If you are preparing a meal with fresh herbs, chances are you will have beta-caryophyllene in your dish. It is found in basil, black pepper, cinnamon, cloves, hops, oregano, patchouli, and rosemary. It is also found in celery, leafy greens, and broccoli. In commercial products, beta-caryophyllene is used as a food additive to give food items a spicy, woody flavor. It is also used in products like fragrances, air fresheners, and scented cleaning products. There was even a study that found that wild pandas roll in horse manure because it contains beta-caryophyllene, which helps with their cold tolerance.

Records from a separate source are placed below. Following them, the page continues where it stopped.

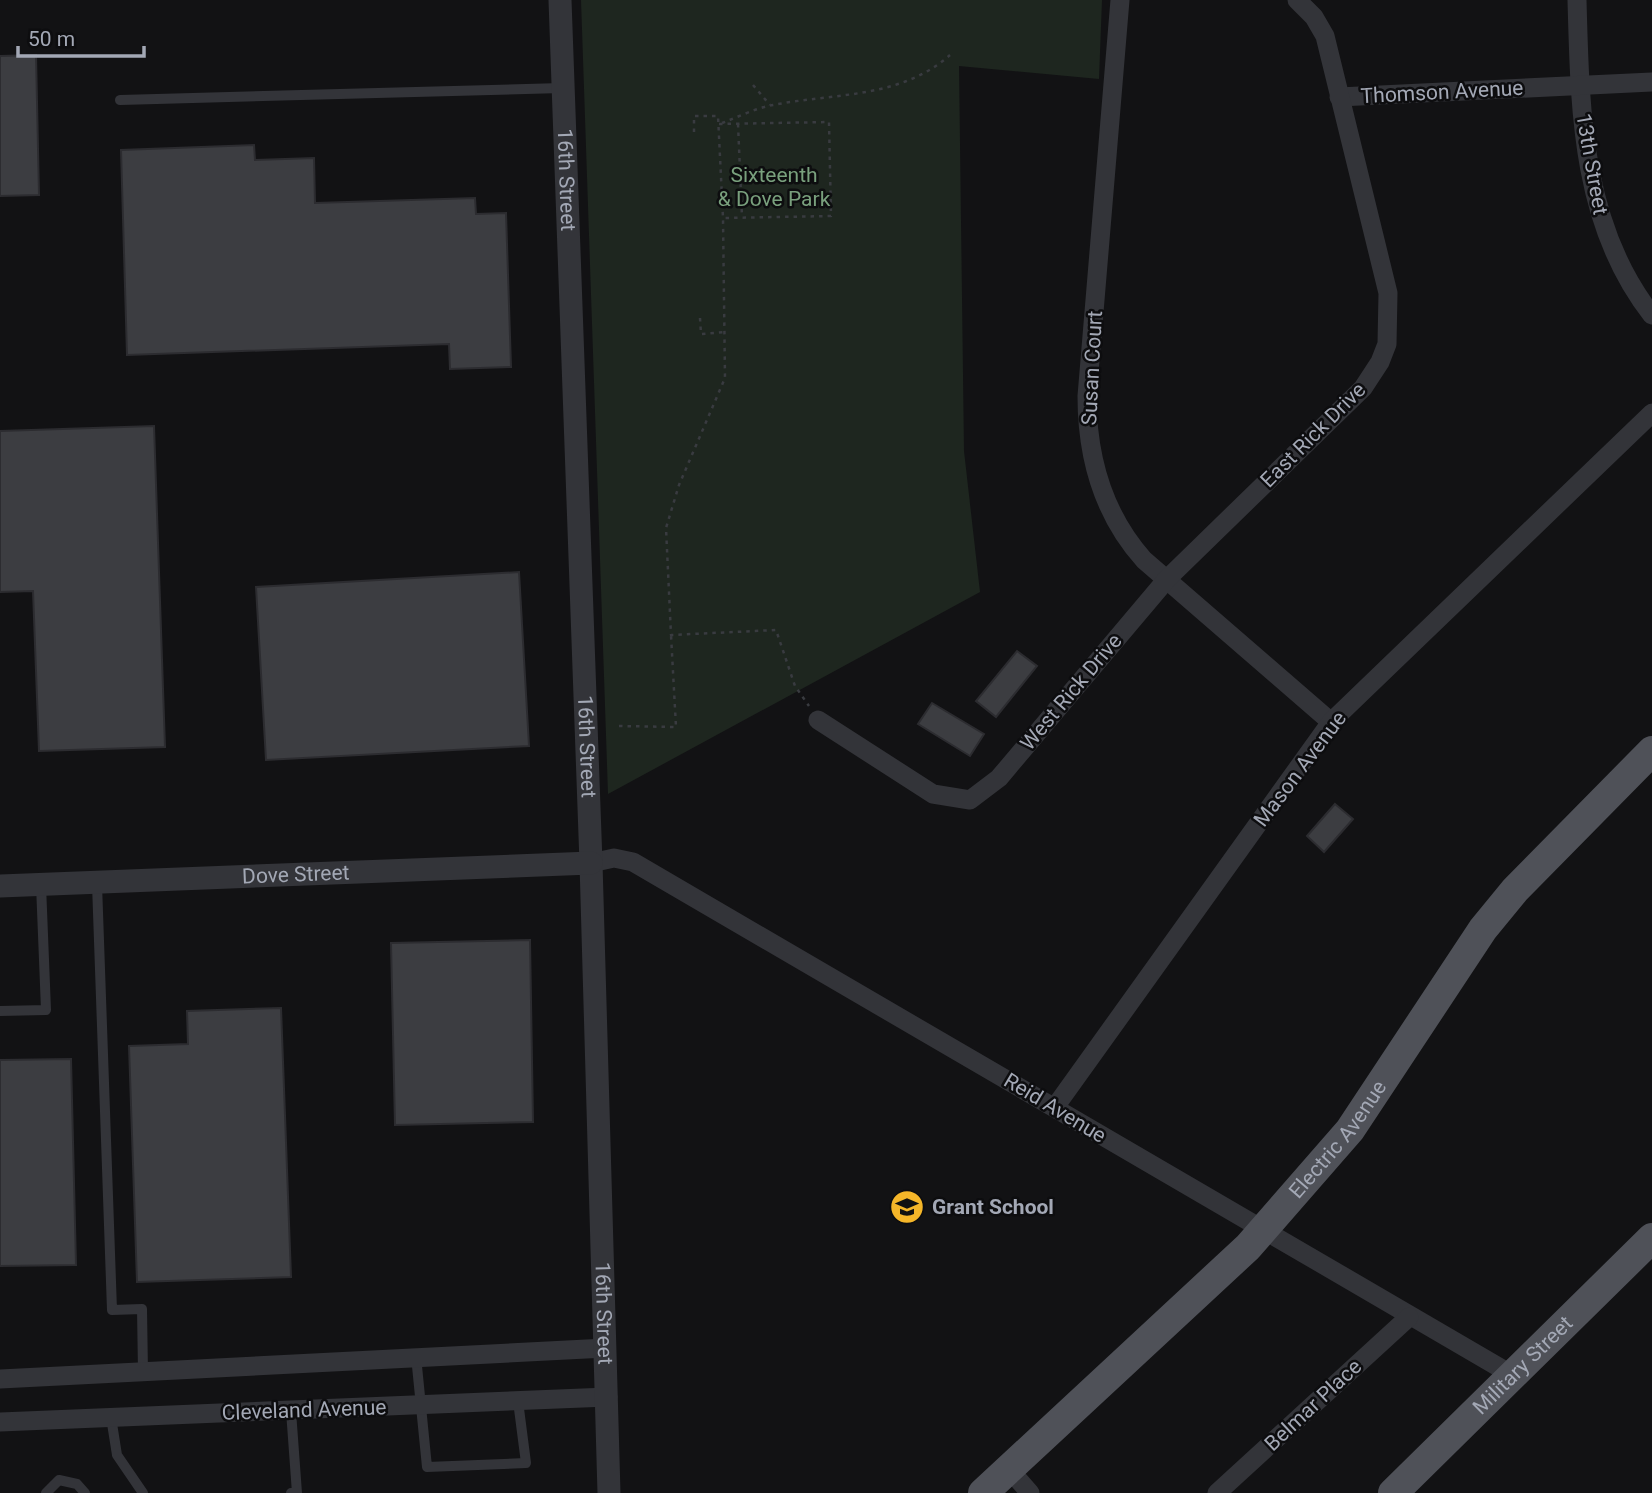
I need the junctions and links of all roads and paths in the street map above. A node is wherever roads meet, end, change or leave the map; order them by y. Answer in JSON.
{"nodes":[{"id":1,"x":560,"y":0,"type":"edge"},
{"id":2,"x":1120,"y":0,"type":"edge"},
{"id":3,"x":1297,"y":0,"type":"edge"},
{"id":4,"x":1577,"y":0,"type":"edge"},
{"id":5,"x":950,"y":55,"type":"dead end"},
{"id":6,"x":1652,"y":82,"type":"edge"},
{"id":7,"x":753,"y":85,"type":"dead end"},
{"id":8,"x":1579,"y":85,"type":"junction"},
{"id":9,"x":563,"y":88,"type":"junction"},
{"id":10,"x":1339,"y":97,"type":"junction"},
{"id":11,"x":120,"y":100,"type":"dead end"},
{"id":12,"x":770,"y":105,"type":"junction"},
{"id":13,"x":719,"y":124,"type":"junction"},
{"id":14,"x":738,"y":124,"type":"junction"},
{"id":15,"x":694,"y":132,"type":"dead end"},
{"id":16,"x":742,"y":217,"type":"junction"},
{"id":17,"x":723,"y":218,"type":"junction"},
{"id":18,"x":1652,"y":315,"type":"edge"},
{"id":19,"x":700,"y":318,"type":"dead end"},
{"id":20,"x":726,"y":332,"type":"junction"},
{"id":21,"x":1652,"y":413,"type":"edge"},
{"id":22,"x":1167,"y":579,"type":"junction"},
{"id":23,"x":671,"y":635,"type":"junction"},
{"id":24,"x":818,"y":720,"type":"joint"},
{"id":25,"x":1331,"y":722,"type":"junction"},
{"id":26,"x":619,"y":726,"type":"dead end"},
{"id":27,"x":1652,"y":751,"type":"edge"},
{"id":28,"x":591,"y":863,"type":"junction"},
{"id":29,"x":97,"y":882,"type":"junction"},
{"id":30,"x":41,"y":884,"type":"junction"},
{"id":31,"x":0,"y":886,"type":"edge"},
{"id":32,"x":0,"y":1011,"type":"edge"},
{"id":33,"x":1055,"y":1107,"type":"junction"},
{"id":34,"x":1262,"y":1230,"type":"junction"},
{"id":35,"x":1652,"y":1238,"type":"edge"},
{"id":36,"x":1409,"y":1317,"type":"junction"},
{"id":37,"x":606,"y":1348,"type":"junction"},
{"id":38,"x":416,"y":1356,"type":"junction"},
{"id":39,"x":144,"y":1373,"type":"junction"},
{"id":40,"x":1514,"y":1376,"type":"junction"},
{"id":41,"x":0,"y":1379,"type":"edge"},
{"id":42,"x":608,"y":1397,"type":"junction"},
{"id":43,"x":518,"y":1401,"type":"junction"},
{"id":44,"x":420,"y":1405,"type":"junction"},
{"id":45,"x":291,"y":1411,"type":"junction"},
{"id":46,"x":111,"y":1417,"type":"junction"},
{"id":47,"x":0,"y":1422,"type":"edge"},
{"id":48,"x":1009,"y":1469,"type":"junction"},
{"id":49,"x":46,"y":1493,"type":"edge"},
{"id":50,"x":85,"y":1493,"type":"edge"},
{"id":51,"x":143,"y":1493,"type":"edge"},
{"id":52,"x":291,"y":1493,"type":"edge"},
{"id":53,"x":609,"y":1493,"type":"edge"},
{"id":54,"x":983,"y":1493,"type":"edge"},
{"id":55,"x":1030,"y":1493,"type":"edge"},
{"id":56,"x":1217,"y":1493,"type":"edge"},
{"id":57,"x":1393,"y":1493,"type":"edge"}],
"edges":[{"from":1,"to":9,"type":"street","name":"16th Street"},
{"from":2,"to":22,"type":"street","name":"Susan Court"},
{"from":3,"to":10,"type":"street","name":"Thomson Avenue"},
{"from":4,"to":8,"type":"street","name":"13th Street"},
{"from":5,"to":12,"type":"path"},
{"from":6,"to":8,"type":"street","name":"Thomson Avenue"},
{"from":7,"to":12,"type":"path"},
{"from":8,"to":10,"type":"street","name":"Thomson Avenue"},
{"from":8,"to":18,"type":"street","name":"13th Street"},
{"from":9,"to":11,"type":"lane"},
{"from":9,"to":28,"type":"street","name":"16th Street"},
{"from":10,"to":22,"type":"street","name":"East Rick Drive"},
{"from":12,"to":13,"type":"path"},
{"from":13,"to":14,"type":"path"},
{"from":13,"to":15,"type":"path"},
{"from":13,"to":17,"type":"path"},
{"from":14,"to":16,"type":"path"},
{"from":14,"to":16,"type":"path"},
{"from":16,"to":17,"type":"path"},
{"from":17,"to":20,"type":"path"},
{"from":19,"to":20,"type":"path"},
{"from":20,"to":23,"type":"path"},
{"from":21,"to":25,"type":"street","name":"Mason Avenue"},
{"from":22,"to":24,"type":"street","name":"West Rick Drive"},
{"from":22,"to":25,"type":"street","name":"Susan Court"},
{"from":23,"to":24,"type":"path"},
{"from":23,"to":26,"type":"path"},
{"from":25,"to":33,"type":"street","name":"Mason Avenue"},
{"from":27,"to":34,"type":"main road","name":"Electric Avenue"},
{"from":28,"to":29,"type":"street","name":"Dove Street"},
{"from":28,"to":33,"type":"street","name":"Reid Avenue"},
{"from":28,"to":37,"type":"street","name":"16th Street"},
{"from":29,"to":30,"type":"street","name":"Dove Street"},
{"from":29,"to":39,"type":"lane"},
{"from":30,"to":31,"type":"street","name":"Dove Street"},
{"from":30,"to":32,"type":"lane"},
{"from":33,"to":34,"type":"street","name":"Reid Avenue"},
{"from":34,"to":36,"type":"street","name":"Reid Avenue"},
{"from":34,"to":48,"type":"main road","name":"Electric Avenue"},
{"from":35,"to":40,"type":"main road","name":"Military Street"},
{"from":36,"to":40,"type":"street","name":"Reid Avenue"},
{"from":36,"to":56,"type":"street","name":"Belmar Place"},
{"from":37,"to":38,"type":"street"},
{"from":37,"to":42,"type":"street","name":"16th Street"},
{"from":38,"to":39,"type":"street"},
{"from":38,"to":44,"type":"lane"},
{"from":39,"to":41,"type":"street"},
{"from":40,"to":57,"type":"main road","name":"Military Street"},
{"from":42,"to":43,"type":"street","name":"Cleveland Avenue"},
{"from":42,"to":53,"type":"street","name":"16th Street"},
{"from":43,"to":44,"type":"street","name":"Cleveland Avenue"},
{"from":43,"to":44,"type":"lane"},
{"from":44,"to":45,"type":"street","name":"Cleveland Avenue"},
{"from":45,"to":46,"type":"street","name":"Cleveland Avenue"},
{"from":45,"to":52,"type":"lane"},
{"from":46,"to":47,"type":"street","name":"Cleveland Avenue"},
{"from":46,"to":51,"type":"lane"},
{"from":48,"to":54,"type":"main road","name":"Electric Avenue"},
{"from":48,"to":55,"type":"street"},
{"from":49,"to":50,"type":"lane"}]}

Potential Therapeutic Benefits
Many terpenes have anti-inflammatory benefits, but none are comparable to beta-caryophyllene. Beta-caryophyllene is a unique terpene because it binds to the CB2 receptors and can act like a cannabinoid. The CB2 receptors in the body can be found in immune cells and are believed to be a potential target to treat inflammatory disease. A group of scientists compiled a review on the protective effects of beta-caryophyllene in chronic inflammation and found that it is a promising treatment option for inflammatory conditions. A study done with mice found that beta-caryophyllene taken orally reduced inflammatory pain. Another study on mice found that beta-caryophyllene was effective at reducing inflammation and may be useful for treating inflammatory bowel disease. Additionally, there was a recent study published in 2021 that determined that beta-caryophyllene could be helpful in treating symptoms of COVID-19, including inflammation.
Many plants have compounds that are antioxidants, and beta-caryophyllene is believed to be one of them. A study conducted on rats found that beta-caryophyllene was an effective antioxidant and had protective effects on liver fibrosis.
A group of researchers from Malaysia conducted a study on the therapeutic benefits of beta-caryophyllene. Their study suggests that in addition to the antioxidant and antimicrobial properties, beta-caryophyllene has anti-cancer properties. It was effective at inhibiting growth and inducing cell death for colorectal cancer cells.
Reduced Alcohol Dependency
Researchers have found that the CB2 cannabinoid receptors play a role in neurological responses to alcohol consumption, so a study on mice was conducted to test the effect of beta-caryophyllene on alcohol dependency. The study suggests that this terpene was effective at reducing alcohol consumption and that CB2 receptors are a promising target for the treatment of alcoholism.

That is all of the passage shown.